維は、仮想シミュレーターの中で、AランクAIの猛攻を生身で捌ききり、ついに規定時間いっぱいを「生存」しきった。
「……はぁっ……! はぁっ……!」
シミュレーターから解放され、汗だくで床に倒れ込む維。
コンソールを見ていた観月が、信じられないといった表情で目を見開いていた。
「……信じられない。半年前、並以下だったあなたの演算領域の処理速度が、たった半年で……Aランク適合者の平均値に迫ってる」
鬼トレーナー陣も頷く。
「身体能力も、学園の防衛部隊の合格基準をクリアしています。……潜在能力が開花したのか?」
「……でも」
維は、荒い息の下で呟く。
「結局、一度も……あのAIに勝てませんでしたけど……」
「当たり前じゃ」
その時、解析ルームの入り口に、いつの間にか学園長が立っていた。
「相手はAランクの戦闘データじゃぞ。それを生身で、半年間『生き延びた』こと自体が、おヌシの成果じゃ」
学園長は、カツカツと維のそばまで歩み寄ると、その顔をじっと覗き込んだ。
「……それに、何より感心したのは、おヌシの『精神』じゃな」
「え……?」
「あれほどの地獄を毎日味わわされて、よくぞ壊れもせず、その真っ直ぐな目を失わんかった。普通の人間なら、とうに心が折れて廃人になっておるわ」
観月も、厳しかった教師の顔を緩め、心底感心したように微笑んだ。
「ええ。あなたのその精神的な強靭さこそが、最大の才能かもしれないわね。半年間、本当によく耐え抜きました」
学園長は、ニヤリと意地悪く笑った。
「うむ。及第点どころか、満点じゃ。

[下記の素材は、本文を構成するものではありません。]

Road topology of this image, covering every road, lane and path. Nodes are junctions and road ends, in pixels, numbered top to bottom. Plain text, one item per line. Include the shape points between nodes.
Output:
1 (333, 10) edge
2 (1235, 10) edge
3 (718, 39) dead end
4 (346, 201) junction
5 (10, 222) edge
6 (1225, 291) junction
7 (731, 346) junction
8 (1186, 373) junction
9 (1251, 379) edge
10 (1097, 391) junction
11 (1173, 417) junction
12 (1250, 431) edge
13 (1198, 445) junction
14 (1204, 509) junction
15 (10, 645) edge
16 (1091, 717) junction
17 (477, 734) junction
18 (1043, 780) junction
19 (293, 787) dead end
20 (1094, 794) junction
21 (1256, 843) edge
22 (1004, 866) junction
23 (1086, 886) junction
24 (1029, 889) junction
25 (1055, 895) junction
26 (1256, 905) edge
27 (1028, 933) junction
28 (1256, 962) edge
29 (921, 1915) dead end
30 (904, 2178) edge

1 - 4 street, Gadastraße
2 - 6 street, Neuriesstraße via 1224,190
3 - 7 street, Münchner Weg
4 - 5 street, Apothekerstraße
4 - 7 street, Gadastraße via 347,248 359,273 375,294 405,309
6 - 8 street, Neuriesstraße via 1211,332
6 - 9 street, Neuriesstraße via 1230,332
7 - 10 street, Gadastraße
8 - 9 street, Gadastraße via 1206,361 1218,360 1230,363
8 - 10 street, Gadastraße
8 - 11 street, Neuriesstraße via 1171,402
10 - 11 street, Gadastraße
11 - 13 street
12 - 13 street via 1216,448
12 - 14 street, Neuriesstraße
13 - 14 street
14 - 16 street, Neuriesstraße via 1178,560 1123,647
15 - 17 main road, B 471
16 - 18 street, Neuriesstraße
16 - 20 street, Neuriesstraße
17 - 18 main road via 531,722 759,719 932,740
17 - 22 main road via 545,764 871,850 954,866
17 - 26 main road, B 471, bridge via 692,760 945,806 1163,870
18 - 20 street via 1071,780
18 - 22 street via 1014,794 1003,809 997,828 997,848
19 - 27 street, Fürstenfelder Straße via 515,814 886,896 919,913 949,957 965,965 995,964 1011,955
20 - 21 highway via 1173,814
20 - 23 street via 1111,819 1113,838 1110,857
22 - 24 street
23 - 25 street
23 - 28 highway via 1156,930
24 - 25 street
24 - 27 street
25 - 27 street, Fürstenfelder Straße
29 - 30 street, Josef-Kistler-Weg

これでようやく『器』は整った」
彼女は、新しいキャンディの包み紙を破りながら、付け加える。
「……ま、おヌシが望むなら、いつでもこの修行は再開してやってもよいぞ?」
その言葉に、それまでグッタリしていた維が、顔面蒼白になって飛び起きた。
「——絶対に遠慮します!!」
維の必死の即答に、学園長は喉を鳴らして笑った。
半年ぶりに、隔離施設の重いゲートが開かれる。
眩しい光と共に、外の空気が流れ込んできた。
季節は巡り、春。
天照学園の、入学式の日がやってきた。